En efecto, la economía política trata de la producción, de la distribución y
del consumo de la riqueza o de los valores; pero ¿de qué valores? De los valores
producidos por la industria humana, es decir, de las transformaciones que el
hombre ha hecho sufrir a la materia para apropiarla a su uso, pero no de las
producciones espontáneas de la Naturaleza. El trabajo del hombre no consiste en
una simple aprehensión de la mano, y sólo tiene valor cuando media su actividad
inteligente. Sin ella, la sal del mar, el agua de las fuentes, la hierba de los
campos, los árboles de los bosques, no tienen valor por sí mismos. La mar, sin
el pescador y sus redes, no suministra peces; el monte, sin el leñador y su
hacha, no produce leña para el hogar ni madera para el trabajo; la pradera, sin
el segador, no da heno ni hierba. La Naturaleza es como una vasta materia de
explotación y de producción. Pero la Naturaleza no produce nada sino para la
Naturaleza. En el sentido económico, sus productos, con respecto al hombre, no
son todavía productos. Los capitales, los útiles y las máquinas, son igualmente
improductivos. El martillo y el yunque, sin herrero y sin hierro, no forjan; el
molino, sin molinero y sin grano, no muele, etc. Reunid los útiles y las
primeras materias; arrojad un arado y semillas sobre un terreno fértil; preparad
una fragua, encended el fuego y cerrad el taller, y no produciréis nada.

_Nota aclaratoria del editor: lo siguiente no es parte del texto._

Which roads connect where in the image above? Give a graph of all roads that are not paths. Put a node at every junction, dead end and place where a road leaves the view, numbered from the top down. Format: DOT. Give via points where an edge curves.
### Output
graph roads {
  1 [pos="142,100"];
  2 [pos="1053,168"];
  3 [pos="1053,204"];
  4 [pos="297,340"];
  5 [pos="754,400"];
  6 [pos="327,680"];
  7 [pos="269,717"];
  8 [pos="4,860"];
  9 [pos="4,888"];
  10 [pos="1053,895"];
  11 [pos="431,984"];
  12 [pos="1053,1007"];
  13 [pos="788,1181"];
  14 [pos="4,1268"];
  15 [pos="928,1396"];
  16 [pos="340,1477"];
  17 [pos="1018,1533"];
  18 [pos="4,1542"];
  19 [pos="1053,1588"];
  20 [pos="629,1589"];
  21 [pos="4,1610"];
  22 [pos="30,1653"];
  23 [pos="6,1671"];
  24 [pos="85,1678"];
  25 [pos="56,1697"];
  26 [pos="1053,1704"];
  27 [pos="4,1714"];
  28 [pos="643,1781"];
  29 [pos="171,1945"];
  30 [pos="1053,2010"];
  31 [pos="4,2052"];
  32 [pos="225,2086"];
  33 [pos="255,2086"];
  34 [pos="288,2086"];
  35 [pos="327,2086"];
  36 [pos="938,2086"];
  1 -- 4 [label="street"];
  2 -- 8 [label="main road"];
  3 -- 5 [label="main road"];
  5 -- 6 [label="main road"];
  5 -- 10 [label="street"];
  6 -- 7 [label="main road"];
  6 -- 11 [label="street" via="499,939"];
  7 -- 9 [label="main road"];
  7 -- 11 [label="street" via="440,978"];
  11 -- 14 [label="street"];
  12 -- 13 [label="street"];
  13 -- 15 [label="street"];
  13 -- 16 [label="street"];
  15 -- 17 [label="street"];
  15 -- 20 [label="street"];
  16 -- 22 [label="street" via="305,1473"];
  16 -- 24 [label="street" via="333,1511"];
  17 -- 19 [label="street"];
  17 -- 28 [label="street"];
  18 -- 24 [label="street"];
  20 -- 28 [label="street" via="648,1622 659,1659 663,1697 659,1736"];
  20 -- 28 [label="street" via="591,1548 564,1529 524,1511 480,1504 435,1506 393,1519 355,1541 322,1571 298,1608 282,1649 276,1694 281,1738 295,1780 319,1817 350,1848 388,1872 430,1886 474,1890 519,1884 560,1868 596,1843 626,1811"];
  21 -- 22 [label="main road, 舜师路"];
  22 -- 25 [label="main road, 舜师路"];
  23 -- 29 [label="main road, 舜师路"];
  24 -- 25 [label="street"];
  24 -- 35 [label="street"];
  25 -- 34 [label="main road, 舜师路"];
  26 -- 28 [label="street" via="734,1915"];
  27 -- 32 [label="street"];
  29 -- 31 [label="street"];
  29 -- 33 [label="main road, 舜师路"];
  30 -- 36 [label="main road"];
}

Finalmente, el trabajo y el capital unidos, pero mal combinados, tampoco
producen nada. Labrad en el desierto, agitad el agua del río, amontonad
caracteres de imprenta, y con todo esto no tendréis ni trigo, ni peces, ni
libros. Vuestro esfuerzo será tan improductivo como fue el trabajo del ejército
de Jerjes, quien, según el dicho de Herodoto, mandó a sus tres millones de
soldados azotar al Helesponto para castigarle por haber destruido el puente de
barcas que el gran rey había construido.
Los instrumentos y el capital, la tierra, el trabajo, separados y
considerados en abstracto, sólo son productivos metafísicamente. El propietario
que exige una aubana como precio del servicio de su instrumento, de la fuerza
productiva de su tierra, se funda en un hecho radicalmente falso, a saber: que
los capitales producen algo por sí mismos, y al cobrar ese producto imaginario,
recibe, indudablemente, algo por nada. Se me dirá: Pero si el herrero, el
carretero, todo industrial, en una palabra, tiene derecho al producto por razón
de los instrumentos que suministra, y si la tierra es un instrumento de
producción, ¿por qué este instrumento no ha de valer a su propetario, verdadero
o supuesto, una participación en los productos, como les vale a los fabricantes
de carros y de coches?
Contestación: Este es el nudo de la cuestión, el arcano de la
propiedad, que es indispensable esclarecer si se quiere llegar a comprender
cuáles son los extraños efectos del derecho de aubana.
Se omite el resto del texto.